Alejandro Sazo Gómez
Ingeniero Civil Informático, UTFSM.
Estudiante Magíster en Cs. Ing. Informática, UTFSM
Let's suppose you have a dynamical system modeling a phenomena and we perform an iterative numerical simulation until we reach a steady state. At each step of the iteration, let's say, a step (or time) $t$, we can get the distribution plot of a certain data.
In this case I worked with grain growth simulations... What is grain growth? OK, briefly we got a system of microscopical grains in ceramic and metals and under certain conditions of temperature and presure the grains grows at expense of other grains, which shrinks and even dissapear.
The distribution of grain areas defines some material properties (conductivity, resistance...). So, at each step of the numerical simulation, we can get the (relative) distribution of grain areas. We should find by theoretical results and by experimental data with some real materials that a steady state in distribution is reached independently of the number of grains...
Let's take a look on how a distribution plot should look
The data of each simulation step has been saved using pickle package.
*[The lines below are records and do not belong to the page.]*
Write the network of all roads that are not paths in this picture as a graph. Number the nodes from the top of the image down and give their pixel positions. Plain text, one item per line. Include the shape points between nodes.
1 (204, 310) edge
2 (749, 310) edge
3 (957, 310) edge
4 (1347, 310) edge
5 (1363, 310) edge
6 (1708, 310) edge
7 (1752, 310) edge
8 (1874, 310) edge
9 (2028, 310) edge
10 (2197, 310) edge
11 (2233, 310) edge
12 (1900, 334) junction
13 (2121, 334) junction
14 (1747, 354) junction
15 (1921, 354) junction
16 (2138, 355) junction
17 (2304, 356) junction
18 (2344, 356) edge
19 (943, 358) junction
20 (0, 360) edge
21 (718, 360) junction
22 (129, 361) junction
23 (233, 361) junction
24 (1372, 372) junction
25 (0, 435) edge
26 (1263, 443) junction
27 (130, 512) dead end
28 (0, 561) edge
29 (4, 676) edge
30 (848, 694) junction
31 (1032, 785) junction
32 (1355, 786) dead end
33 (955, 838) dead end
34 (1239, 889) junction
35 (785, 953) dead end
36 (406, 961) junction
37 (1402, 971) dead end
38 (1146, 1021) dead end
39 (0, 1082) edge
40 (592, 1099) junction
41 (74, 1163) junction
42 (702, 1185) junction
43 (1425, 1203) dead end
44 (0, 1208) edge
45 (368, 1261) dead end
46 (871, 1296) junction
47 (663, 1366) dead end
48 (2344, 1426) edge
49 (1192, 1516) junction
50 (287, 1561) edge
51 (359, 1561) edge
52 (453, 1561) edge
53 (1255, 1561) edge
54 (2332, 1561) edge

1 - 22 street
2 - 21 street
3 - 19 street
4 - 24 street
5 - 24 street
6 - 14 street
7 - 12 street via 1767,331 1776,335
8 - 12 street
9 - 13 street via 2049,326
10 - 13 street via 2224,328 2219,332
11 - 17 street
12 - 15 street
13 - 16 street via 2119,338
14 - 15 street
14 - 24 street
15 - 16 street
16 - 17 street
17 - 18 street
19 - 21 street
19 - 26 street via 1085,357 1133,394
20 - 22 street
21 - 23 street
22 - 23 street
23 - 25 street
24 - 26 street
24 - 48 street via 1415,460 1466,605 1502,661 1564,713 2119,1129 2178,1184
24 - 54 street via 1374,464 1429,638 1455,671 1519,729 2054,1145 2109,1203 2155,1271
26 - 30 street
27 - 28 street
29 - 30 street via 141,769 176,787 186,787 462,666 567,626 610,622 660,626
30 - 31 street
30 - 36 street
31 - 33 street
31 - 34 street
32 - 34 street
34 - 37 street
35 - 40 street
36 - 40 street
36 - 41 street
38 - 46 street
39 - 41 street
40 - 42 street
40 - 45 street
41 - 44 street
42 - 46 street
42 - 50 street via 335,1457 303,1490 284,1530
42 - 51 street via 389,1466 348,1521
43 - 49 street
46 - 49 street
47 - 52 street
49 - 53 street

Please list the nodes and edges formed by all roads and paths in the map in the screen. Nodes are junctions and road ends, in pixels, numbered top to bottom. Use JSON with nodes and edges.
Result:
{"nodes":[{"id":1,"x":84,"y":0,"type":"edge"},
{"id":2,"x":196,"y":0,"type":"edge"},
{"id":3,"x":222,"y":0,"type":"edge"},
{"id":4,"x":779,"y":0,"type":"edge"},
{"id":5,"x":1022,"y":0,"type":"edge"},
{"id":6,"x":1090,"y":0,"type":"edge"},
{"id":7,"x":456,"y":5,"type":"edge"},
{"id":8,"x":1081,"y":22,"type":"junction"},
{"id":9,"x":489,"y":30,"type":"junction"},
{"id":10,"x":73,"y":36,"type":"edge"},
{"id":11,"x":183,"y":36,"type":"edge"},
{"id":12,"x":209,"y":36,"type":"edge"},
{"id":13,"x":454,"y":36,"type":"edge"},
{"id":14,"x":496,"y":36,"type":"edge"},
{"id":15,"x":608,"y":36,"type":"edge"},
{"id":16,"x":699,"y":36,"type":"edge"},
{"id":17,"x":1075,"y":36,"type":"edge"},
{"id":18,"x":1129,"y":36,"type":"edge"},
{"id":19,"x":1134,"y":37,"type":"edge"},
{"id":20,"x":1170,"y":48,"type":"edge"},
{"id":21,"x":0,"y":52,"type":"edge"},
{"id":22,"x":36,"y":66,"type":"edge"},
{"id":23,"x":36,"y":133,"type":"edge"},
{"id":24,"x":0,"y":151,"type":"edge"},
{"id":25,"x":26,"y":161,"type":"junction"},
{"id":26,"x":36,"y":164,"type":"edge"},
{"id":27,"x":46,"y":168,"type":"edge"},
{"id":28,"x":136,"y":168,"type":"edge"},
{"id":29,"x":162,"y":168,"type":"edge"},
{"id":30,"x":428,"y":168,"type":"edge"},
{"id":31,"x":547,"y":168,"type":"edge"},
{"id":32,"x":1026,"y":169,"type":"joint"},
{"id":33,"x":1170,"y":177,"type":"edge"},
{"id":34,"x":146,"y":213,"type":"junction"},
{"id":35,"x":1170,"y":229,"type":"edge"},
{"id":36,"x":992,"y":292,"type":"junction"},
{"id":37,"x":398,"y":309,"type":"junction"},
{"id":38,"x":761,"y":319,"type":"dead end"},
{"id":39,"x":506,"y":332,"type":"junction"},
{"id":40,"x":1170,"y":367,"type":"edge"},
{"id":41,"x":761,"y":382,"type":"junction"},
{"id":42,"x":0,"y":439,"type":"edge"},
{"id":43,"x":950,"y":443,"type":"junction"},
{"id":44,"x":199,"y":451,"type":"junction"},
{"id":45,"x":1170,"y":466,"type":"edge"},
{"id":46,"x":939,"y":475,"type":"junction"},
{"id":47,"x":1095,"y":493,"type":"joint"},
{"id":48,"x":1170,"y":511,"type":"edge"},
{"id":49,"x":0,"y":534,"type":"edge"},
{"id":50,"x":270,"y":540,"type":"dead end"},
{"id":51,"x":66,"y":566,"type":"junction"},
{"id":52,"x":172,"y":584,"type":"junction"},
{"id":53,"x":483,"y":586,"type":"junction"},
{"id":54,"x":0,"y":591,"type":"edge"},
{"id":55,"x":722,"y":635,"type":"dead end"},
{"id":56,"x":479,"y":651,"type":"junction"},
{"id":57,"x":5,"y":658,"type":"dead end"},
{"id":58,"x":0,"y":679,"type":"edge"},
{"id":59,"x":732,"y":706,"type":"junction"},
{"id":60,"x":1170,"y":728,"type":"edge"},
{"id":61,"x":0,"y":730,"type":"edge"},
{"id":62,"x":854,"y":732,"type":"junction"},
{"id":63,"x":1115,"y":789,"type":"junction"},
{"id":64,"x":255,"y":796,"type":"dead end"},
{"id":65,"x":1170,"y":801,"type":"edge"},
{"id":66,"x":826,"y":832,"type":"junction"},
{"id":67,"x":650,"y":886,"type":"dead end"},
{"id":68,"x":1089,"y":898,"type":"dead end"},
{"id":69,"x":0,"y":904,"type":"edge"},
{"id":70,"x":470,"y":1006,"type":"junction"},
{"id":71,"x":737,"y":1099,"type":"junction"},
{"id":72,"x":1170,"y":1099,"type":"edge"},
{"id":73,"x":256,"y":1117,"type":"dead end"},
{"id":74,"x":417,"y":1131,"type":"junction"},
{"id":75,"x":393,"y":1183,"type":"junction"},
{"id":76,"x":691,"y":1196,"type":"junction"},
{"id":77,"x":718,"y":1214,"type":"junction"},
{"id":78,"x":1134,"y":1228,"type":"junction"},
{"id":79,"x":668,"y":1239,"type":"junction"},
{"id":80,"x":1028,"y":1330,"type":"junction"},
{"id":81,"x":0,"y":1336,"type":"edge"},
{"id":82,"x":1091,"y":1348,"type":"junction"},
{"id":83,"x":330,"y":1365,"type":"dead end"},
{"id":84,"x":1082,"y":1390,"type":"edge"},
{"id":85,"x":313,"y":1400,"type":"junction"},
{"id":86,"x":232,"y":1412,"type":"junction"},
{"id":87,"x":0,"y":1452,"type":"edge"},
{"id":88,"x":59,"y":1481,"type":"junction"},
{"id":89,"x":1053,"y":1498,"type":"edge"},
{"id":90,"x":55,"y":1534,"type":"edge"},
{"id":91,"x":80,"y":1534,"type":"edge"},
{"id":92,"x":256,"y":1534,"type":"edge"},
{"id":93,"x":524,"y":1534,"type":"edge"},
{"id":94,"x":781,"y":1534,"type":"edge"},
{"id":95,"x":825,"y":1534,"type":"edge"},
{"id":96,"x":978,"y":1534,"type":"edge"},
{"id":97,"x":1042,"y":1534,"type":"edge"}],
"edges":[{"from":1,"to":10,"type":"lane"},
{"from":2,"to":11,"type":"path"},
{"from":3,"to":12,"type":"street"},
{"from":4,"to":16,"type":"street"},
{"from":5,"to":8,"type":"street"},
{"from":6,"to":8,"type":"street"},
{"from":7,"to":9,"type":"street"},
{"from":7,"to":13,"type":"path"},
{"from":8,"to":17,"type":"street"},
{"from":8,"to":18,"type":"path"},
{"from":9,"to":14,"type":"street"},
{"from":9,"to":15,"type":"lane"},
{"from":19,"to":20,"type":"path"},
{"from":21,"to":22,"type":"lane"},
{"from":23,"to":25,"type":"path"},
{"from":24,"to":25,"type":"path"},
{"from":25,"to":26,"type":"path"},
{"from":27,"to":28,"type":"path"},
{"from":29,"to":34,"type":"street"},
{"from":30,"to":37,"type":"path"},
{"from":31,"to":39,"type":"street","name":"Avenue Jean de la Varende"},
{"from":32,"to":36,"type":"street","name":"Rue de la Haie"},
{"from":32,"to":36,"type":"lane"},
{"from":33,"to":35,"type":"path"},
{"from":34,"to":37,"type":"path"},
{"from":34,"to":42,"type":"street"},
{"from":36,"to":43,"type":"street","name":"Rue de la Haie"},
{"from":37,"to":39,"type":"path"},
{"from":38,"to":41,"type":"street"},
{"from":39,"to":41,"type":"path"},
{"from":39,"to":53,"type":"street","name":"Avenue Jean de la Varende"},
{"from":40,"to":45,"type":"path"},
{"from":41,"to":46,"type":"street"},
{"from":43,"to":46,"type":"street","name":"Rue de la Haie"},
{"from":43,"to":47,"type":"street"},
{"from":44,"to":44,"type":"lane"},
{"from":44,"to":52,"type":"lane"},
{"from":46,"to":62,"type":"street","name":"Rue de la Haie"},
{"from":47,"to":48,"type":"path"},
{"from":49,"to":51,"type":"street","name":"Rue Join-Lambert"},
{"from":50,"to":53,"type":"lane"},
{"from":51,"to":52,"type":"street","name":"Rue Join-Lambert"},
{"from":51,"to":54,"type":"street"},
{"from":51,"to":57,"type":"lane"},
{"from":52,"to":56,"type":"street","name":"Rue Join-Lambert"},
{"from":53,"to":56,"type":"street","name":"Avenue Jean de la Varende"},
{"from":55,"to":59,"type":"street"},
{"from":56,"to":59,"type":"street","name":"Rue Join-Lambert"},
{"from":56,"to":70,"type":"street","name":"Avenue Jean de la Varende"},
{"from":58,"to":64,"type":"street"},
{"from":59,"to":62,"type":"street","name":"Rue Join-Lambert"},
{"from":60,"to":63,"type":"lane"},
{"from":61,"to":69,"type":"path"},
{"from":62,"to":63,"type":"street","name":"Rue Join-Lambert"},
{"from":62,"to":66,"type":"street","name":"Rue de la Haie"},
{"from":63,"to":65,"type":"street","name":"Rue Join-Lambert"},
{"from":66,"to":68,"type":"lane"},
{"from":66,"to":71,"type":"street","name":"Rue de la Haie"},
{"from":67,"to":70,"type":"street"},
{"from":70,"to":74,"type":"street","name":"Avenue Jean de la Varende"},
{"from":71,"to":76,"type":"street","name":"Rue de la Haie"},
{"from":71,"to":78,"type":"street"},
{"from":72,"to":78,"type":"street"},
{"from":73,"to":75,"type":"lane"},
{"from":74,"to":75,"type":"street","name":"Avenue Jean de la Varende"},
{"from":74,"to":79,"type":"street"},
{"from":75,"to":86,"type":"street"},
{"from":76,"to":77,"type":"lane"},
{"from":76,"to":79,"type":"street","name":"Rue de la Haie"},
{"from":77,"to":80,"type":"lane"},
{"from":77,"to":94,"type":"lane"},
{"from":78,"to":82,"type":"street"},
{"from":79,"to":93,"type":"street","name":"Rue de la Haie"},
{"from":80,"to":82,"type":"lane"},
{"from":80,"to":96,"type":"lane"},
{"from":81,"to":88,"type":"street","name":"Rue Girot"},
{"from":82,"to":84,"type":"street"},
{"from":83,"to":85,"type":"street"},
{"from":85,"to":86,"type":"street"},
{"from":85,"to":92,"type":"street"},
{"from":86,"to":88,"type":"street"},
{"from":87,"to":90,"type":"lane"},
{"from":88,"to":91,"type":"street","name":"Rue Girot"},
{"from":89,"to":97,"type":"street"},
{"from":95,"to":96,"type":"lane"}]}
This package helps to serialize and deserialize objects (convert our object to a byte stream and vice versa).
In [1]:
import numpy as np
import matplotlib.pyplot as plt
import pickle
# This is my custom object which holds the structure for my grains
from GrainStructure import Grain_Structure
In order to save our structure we call the funcion pickle.dump()
which receives as arguments the object that we want to save, the output file and a protocol to serialize. For example,
In [2]:
# Example path and object, path must be created!
path = "grains_data/test/all.pkl"
GS = Grain_Structure()
# Save object to a file
with open(path, 'wb') as output:
pickle.dump(GS, output)
In order to recover the saved object we can use the function pickle.load()
which receives as arguments a file object. This file must be open!. The return of this function is the desired object.
In [3]:
# The class of the stored object must be loaded before!
GS = pickle.load(open("grains_data/10/all.pkl", "rb"))
In [4]:
%matplotlib inline
# This is the data of the histogram recovered from pickle object
areas = GS.areas[GS.grains_ids]
relareas = len(areas) * areas
# Let's plot
plt.figure(figsize=(15,6))
fs = 20
bins = np.linspace(-2, 7, 20)
plt.title(r"Distribution (linear) of relative area at 10%", fontsize=fs)
# Here is the histogram. We wanted a distribution, so normed help us to check
# the integral of the distribution be 1
plt.hist(relareas, bins, align='right', normed=True)
# A nice latex label, if it's written in latex, then it must be true...
plt.xlabel(r"$A_i / \overline{A}$", fontsize=fs)
plt.xlim([0, 8])
plt.show()
This distribution corresponds to a numerical simulation after 10% of grains were removed. The histogram has been normed so we can take is as a distribution. A plot of what happens in an advanced state (40% of grains removed) is shown here:
In [5]:
%matplotlib inline
GS = pickle.load(open("grains_data/40/all.pkl", "rb"))
areas = GS.areas[GS.grains_ids]
relareas = len(areas) * areas
plt.figure(figsize=(15,6))
plt.title(r"Distribution (linear) of relative area at 40%", fontsize=fs)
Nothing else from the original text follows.